▶ [RECORDS FOR THIS EXERCISE]
"""

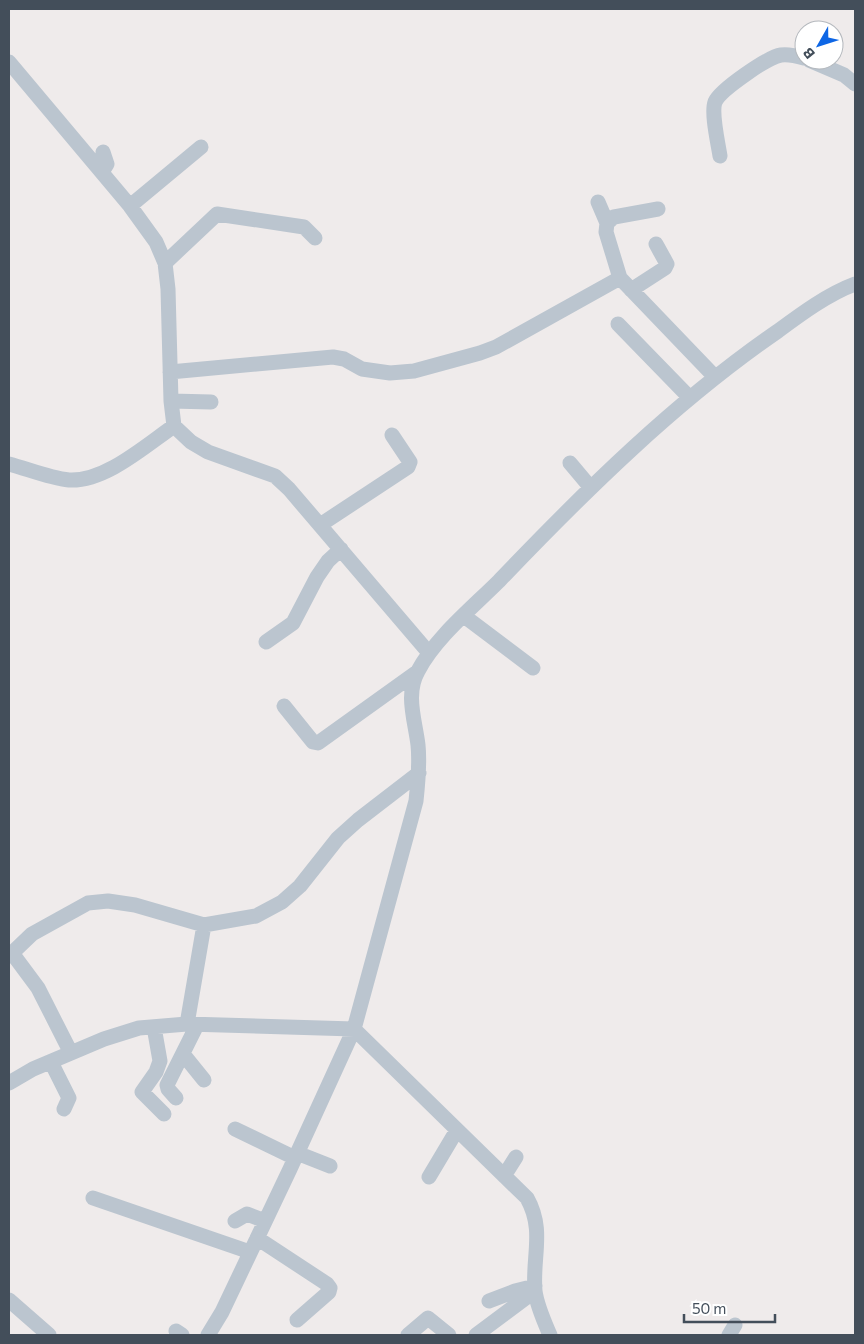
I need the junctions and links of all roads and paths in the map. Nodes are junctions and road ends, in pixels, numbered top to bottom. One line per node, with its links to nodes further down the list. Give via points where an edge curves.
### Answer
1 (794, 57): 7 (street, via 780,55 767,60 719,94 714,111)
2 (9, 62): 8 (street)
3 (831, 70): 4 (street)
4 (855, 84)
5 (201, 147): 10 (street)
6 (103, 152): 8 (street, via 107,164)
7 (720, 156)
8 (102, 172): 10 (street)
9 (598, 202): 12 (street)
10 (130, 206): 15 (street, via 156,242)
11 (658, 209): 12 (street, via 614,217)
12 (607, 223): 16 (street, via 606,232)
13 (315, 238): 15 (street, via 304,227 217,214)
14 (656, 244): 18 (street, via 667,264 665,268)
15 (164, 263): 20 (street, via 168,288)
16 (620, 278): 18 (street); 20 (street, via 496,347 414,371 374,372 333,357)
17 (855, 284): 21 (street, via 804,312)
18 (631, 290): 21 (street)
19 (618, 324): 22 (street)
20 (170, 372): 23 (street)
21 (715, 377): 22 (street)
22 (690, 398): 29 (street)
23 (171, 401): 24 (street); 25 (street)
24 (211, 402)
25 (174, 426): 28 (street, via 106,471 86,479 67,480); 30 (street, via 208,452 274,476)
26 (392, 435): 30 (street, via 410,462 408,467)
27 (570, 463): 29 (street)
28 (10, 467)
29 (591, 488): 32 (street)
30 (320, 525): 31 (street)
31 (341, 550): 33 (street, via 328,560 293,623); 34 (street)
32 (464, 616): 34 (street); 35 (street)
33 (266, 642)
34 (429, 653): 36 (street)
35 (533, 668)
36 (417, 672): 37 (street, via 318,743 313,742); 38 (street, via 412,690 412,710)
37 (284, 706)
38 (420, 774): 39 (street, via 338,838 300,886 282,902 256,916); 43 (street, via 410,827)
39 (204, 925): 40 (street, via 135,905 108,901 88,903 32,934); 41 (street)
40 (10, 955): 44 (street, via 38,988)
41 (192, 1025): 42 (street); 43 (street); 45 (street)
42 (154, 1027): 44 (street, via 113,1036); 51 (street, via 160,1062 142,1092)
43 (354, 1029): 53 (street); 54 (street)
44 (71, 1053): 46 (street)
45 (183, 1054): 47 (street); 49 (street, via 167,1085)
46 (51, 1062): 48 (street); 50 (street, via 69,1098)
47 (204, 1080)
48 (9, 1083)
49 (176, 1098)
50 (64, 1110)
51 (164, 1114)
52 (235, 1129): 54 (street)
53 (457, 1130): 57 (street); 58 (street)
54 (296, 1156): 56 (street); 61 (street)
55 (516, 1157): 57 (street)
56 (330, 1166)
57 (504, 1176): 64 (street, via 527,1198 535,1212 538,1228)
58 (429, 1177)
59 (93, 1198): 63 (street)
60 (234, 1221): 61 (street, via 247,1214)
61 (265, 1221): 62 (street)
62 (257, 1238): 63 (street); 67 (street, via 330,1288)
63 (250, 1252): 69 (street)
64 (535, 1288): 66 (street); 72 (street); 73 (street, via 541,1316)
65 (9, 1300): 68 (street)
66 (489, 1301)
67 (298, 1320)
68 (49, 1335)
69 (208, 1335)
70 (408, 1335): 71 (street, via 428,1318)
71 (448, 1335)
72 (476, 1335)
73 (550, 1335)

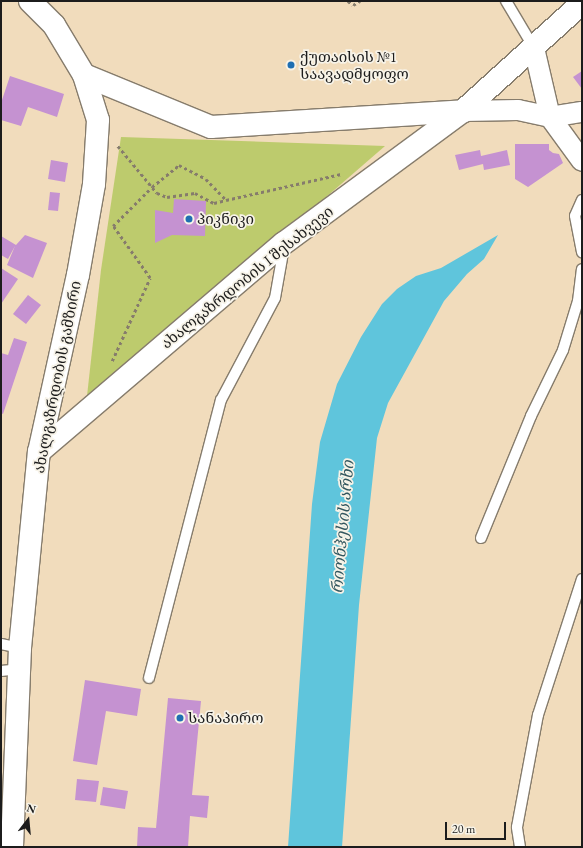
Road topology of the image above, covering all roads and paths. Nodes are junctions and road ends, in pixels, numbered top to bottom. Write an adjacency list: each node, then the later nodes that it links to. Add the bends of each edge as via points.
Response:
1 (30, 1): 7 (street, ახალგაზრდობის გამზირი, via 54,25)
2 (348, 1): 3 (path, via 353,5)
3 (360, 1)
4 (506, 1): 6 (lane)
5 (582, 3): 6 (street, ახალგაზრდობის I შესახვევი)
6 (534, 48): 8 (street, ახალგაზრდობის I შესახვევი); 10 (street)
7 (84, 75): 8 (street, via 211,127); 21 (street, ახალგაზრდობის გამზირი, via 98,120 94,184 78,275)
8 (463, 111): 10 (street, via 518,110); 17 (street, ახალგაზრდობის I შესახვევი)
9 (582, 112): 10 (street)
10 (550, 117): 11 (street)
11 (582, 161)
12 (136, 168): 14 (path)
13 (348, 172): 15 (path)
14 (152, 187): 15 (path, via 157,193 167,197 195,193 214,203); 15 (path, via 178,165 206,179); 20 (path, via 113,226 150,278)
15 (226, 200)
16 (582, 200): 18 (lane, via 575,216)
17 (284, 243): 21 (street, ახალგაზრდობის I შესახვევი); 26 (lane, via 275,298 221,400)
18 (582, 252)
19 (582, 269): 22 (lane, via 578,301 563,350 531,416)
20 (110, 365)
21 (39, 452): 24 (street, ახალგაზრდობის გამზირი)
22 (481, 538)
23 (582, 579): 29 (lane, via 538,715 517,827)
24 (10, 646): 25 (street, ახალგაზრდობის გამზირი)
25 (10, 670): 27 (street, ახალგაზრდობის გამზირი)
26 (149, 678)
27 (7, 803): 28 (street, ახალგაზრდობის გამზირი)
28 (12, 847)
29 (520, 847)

"""
"""

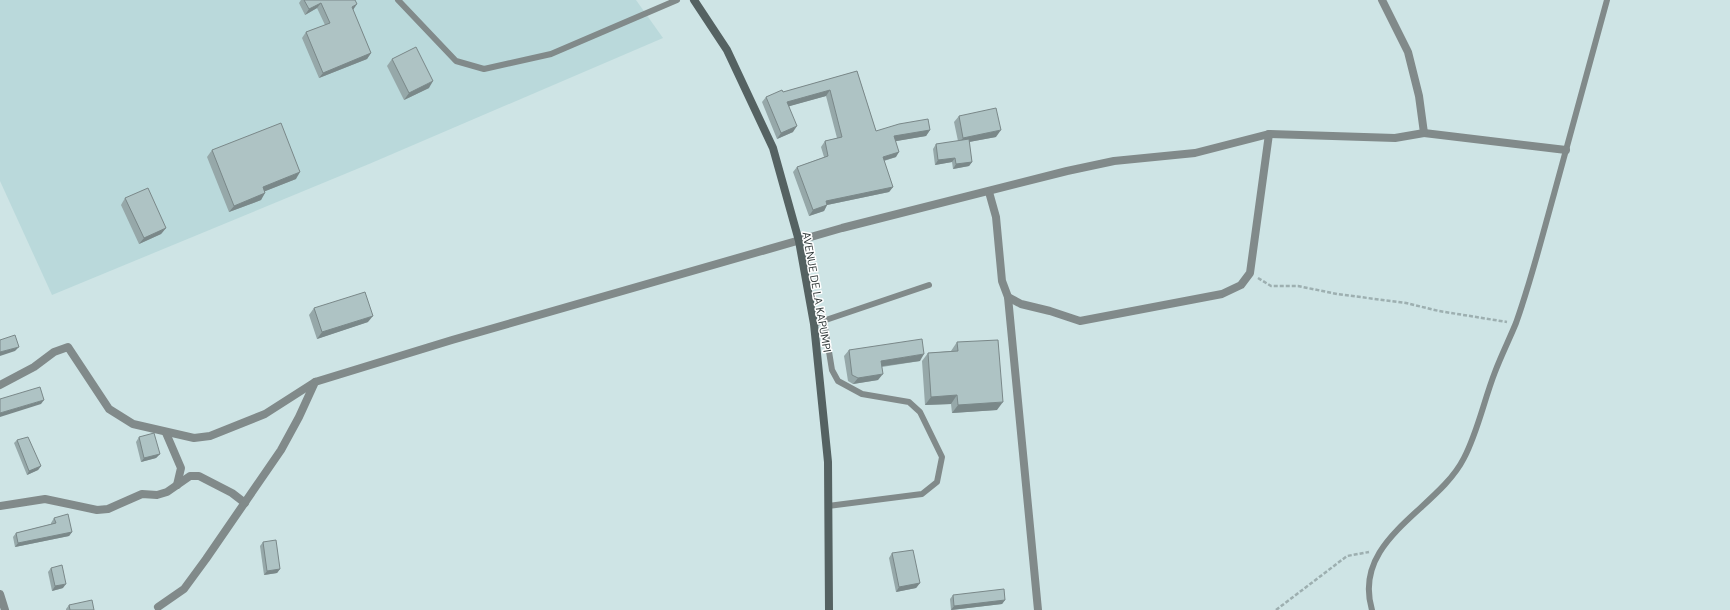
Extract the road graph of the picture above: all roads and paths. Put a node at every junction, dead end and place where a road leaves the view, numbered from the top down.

"""
"""

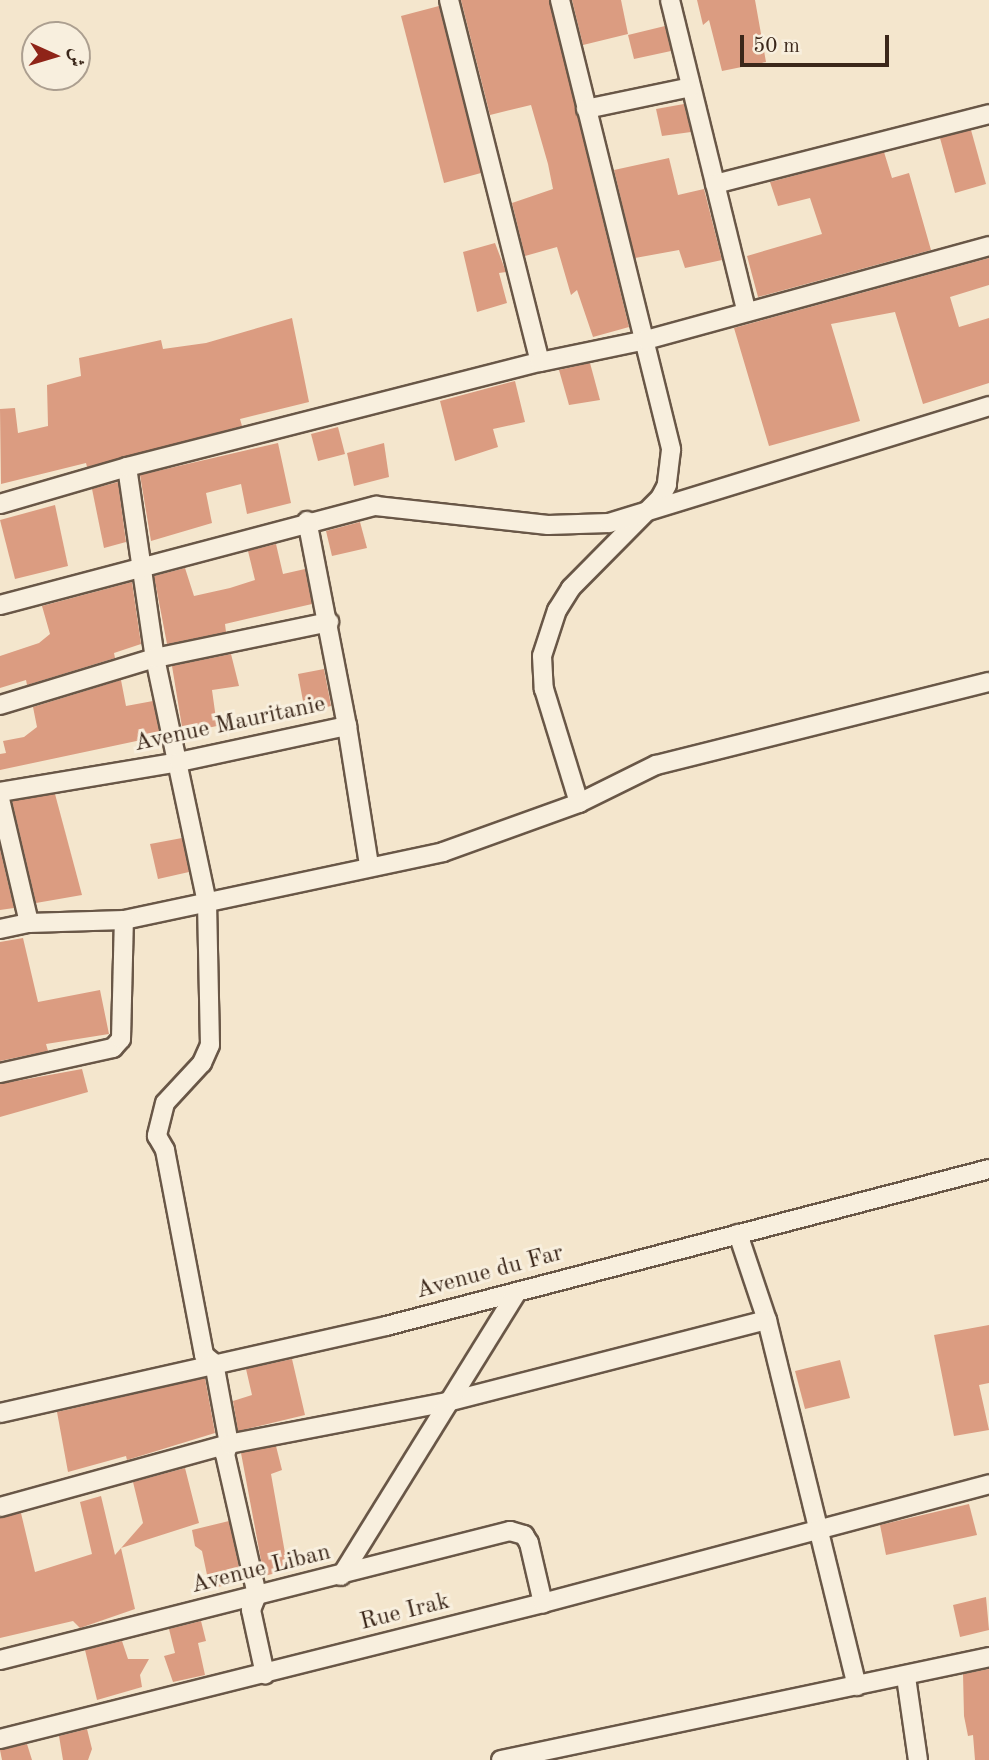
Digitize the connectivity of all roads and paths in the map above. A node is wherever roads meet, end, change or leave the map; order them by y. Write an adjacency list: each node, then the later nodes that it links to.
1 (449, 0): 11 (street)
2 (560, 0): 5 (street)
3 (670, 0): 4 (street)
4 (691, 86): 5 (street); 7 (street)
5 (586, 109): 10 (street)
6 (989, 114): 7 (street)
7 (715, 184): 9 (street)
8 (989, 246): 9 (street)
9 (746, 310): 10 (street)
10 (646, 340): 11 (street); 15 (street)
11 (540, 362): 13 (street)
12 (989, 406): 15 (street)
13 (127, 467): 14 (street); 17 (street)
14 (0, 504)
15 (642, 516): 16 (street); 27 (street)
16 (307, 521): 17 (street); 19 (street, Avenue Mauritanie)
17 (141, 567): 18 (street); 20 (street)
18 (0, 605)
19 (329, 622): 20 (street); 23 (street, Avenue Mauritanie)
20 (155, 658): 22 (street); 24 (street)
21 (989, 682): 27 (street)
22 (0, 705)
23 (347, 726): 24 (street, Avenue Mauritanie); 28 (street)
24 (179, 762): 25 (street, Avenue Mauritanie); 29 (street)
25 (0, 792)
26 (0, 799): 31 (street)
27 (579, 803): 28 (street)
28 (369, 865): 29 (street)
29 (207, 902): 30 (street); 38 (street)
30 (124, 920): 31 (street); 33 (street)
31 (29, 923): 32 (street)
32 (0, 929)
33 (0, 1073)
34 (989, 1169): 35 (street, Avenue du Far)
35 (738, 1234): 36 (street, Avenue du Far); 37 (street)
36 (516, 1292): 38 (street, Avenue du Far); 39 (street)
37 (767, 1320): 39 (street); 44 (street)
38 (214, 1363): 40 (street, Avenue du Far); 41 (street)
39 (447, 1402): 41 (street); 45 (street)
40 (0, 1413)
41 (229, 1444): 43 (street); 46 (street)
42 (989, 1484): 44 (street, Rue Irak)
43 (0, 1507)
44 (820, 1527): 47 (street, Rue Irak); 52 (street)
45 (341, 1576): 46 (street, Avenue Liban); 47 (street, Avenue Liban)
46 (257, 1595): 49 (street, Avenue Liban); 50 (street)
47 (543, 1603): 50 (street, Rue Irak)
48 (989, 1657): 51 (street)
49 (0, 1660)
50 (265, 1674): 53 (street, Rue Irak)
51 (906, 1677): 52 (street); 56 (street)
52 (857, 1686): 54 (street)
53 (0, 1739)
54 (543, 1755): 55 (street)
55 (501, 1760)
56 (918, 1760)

"""

▶ [PROBLEM TO WORK ON] Each line holding the word "bottom" must be copied from the data.

▶ [RESPONSE TO THE TASK]
I need the junctions and links of all roads and paths in the map. Nodes are junctions and road ends, in pixels, numbered top to bottom. One line per node, with its links to nodes further down the list. Give via points where an edge curves.
Road topology of the image above, covering all roads and paths. Nodes are junctions and road ends, in pixels, numbered top to bottom. Write an adjacency list: each node, then the later nodes that it links to. Add the bends of each edge as via points.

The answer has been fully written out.